MixMax: Distributional Robustness in Function Space via Optimal Data Mixtures

Authors: Anvith Thudi, Chris Maddison

ICLR 2025 | Venue PDF | Archive PDF | Plain Text | LLM Run Details

Reproducibility Variable Result LLM Response
Research Type Experimental In our experiments, we found that Mix Max matched or outperformed the standard group DRO baselines, and in particular, Mix Max improved the performance of XGBoost over the only baseline, data balancing, for variations of the ACSIncome and Celeb A annotations datasets.
Researcher Affiliation Academia Anvith Thudi Department of Computer Science University of Toronto and Vector Institute EMAIL Chris J. Maddison Department of Computer Science University of Toronto and Vector Institute EMAIL
Pseudocode Yes Algorithm 1 Empirical Mix Max
Open Source Code No The paper mentions 'GPT-Neo: Large Scale Autoregressive Language Modeling with Mesh-Tensorflow, Mar. 2021. URL https://doi.org/10.5281/zenodo.5297715. If you use this software, please cite it using these metadata.' This refers to a third-party tool used by the authors, not their own implementation code for the methodology described in the paper.
Open Datasets Yes We selected ACSIncome Ding et al. (2021) (released under the MIT license) and Celeb A annotations Liu et al. (2015) (released for non-commercial use) to test on.
Dataset Splits Yes We used random 80% 20% train-test splits in all settings.
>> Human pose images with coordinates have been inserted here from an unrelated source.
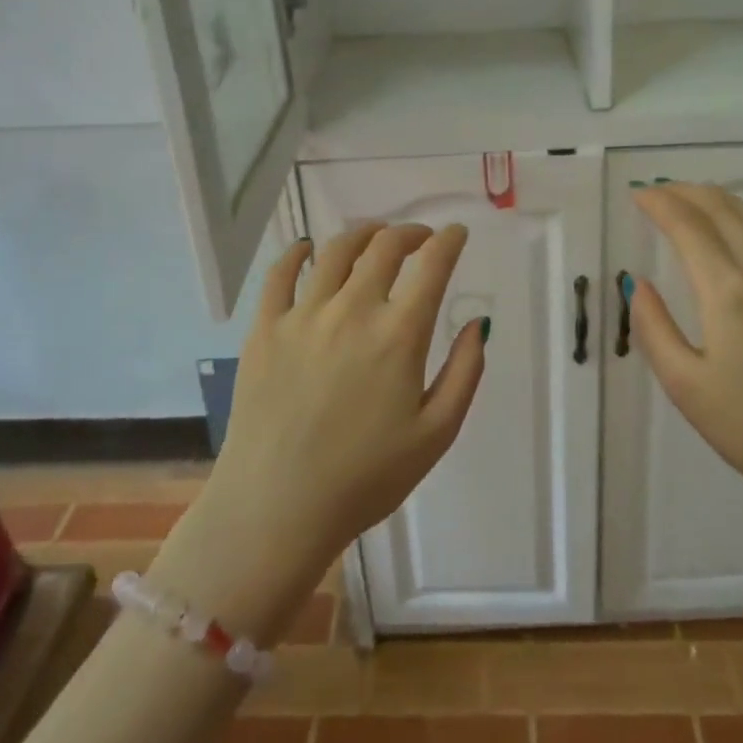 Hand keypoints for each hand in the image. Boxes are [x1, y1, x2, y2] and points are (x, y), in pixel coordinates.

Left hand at [150, 223, 486, 641]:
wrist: (276, 509)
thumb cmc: (365, 478)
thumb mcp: (436, 435)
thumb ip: (465, 373)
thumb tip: (478, 323)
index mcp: (398, 335)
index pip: (432, 266)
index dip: (449, 241)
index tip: (456, 232)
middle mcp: (352, 310)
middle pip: (385, 247)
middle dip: (409, 232)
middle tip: (420, 238)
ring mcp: (303, 315)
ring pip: (336, 250)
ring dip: (362, 233)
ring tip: (374, 235)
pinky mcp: (264, 328)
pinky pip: (280, 273)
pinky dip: (297, 252)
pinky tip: (307, 248)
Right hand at [628, 184, 742, 537]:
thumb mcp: (686, 387)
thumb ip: (654, 328)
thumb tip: (639, 283)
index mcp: (730, 292)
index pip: (689, 225)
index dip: (660, 202)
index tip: (638, 194)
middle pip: (725, 209)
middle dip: (687, 192)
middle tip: (661, 190)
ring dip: (723, 201)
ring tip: (697, 200)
We applied E2Mix Max given a small transformer trained for next token prediction on 600 of the 800 training samples per length (leaving the other 200 training samples per length to run EMix Max).
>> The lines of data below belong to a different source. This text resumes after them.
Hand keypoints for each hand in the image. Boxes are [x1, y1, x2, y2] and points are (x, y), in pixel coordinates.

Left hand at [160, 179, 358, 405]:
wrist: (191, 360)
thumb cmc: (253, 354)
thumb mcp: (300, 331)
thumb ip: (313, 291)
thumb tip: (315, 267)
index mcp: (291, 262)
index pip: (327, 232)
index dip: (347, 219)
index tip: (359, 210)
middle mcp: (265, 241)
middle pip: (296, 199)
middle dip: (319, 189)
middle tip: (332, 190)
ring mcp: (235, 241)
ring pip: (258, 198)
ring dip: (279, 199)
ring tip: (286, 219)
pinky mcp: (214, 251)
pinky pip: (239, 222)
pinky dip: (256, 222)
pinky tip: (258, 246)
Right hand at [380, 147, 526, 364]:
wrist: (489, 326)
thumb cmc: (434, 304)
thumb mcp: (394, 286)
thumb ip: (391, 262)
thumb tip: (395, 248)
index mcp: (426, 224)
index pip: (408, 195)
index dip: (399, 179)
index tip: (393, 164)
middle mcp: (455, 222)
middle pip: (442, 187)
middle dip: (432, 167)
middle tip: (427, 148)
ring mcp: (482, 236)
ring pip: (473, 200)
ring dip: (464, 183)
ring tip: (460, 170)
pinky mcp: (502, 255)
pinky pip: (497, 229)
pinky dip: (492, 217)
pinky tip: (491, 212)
Hardware Specification Yes We used Nvidia RTX 2080 Ti and A100 GPUs to accelerate our experiments involving small transformers, and otherwise used Intel Xeon Silver 4210 CPUs and AMD EPYC 7643 CPUs.
Software Dependencies No The paper mentions using specific models and optimizers (GPTNeo, XGBoost, Adam W, Pytorch hyperparameters) and methods (Gaussian kernel density estimation with Scott method), but does not provide specific version numbers for any software libraries or frameworks used in its implementation.
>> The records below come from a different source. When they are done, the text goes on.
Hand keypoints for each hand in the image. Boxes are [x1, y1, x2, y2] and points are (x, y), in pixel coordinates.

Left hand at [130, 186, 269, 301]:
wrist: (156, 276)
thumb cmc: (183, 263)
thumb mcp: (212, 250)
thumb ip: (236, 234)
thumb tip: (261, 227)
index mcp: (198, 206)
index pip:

Experiment Setup Yes In our experiments, we ran EMix Max for 10 steps with η = 2.0 for all the sequence modeling tasks, and for 20 steps with η = 0.1 for the tabular datasets unless otherwise specified; preliminary testing showed that this was enough to have the objective converge within 0.01 between iterates. The transformer used is GPTNeo Black et al. (2021) with 6 hidden states, 2 hidden layers, 2 attention heads, 8 intermediate size, and with 12 max position embeddings... The proxy model is trained for 20 epochs using Adam W with learning rates 0.01, 0.001 and 0.0001 (and otherwise default Pytorch hyperparameters).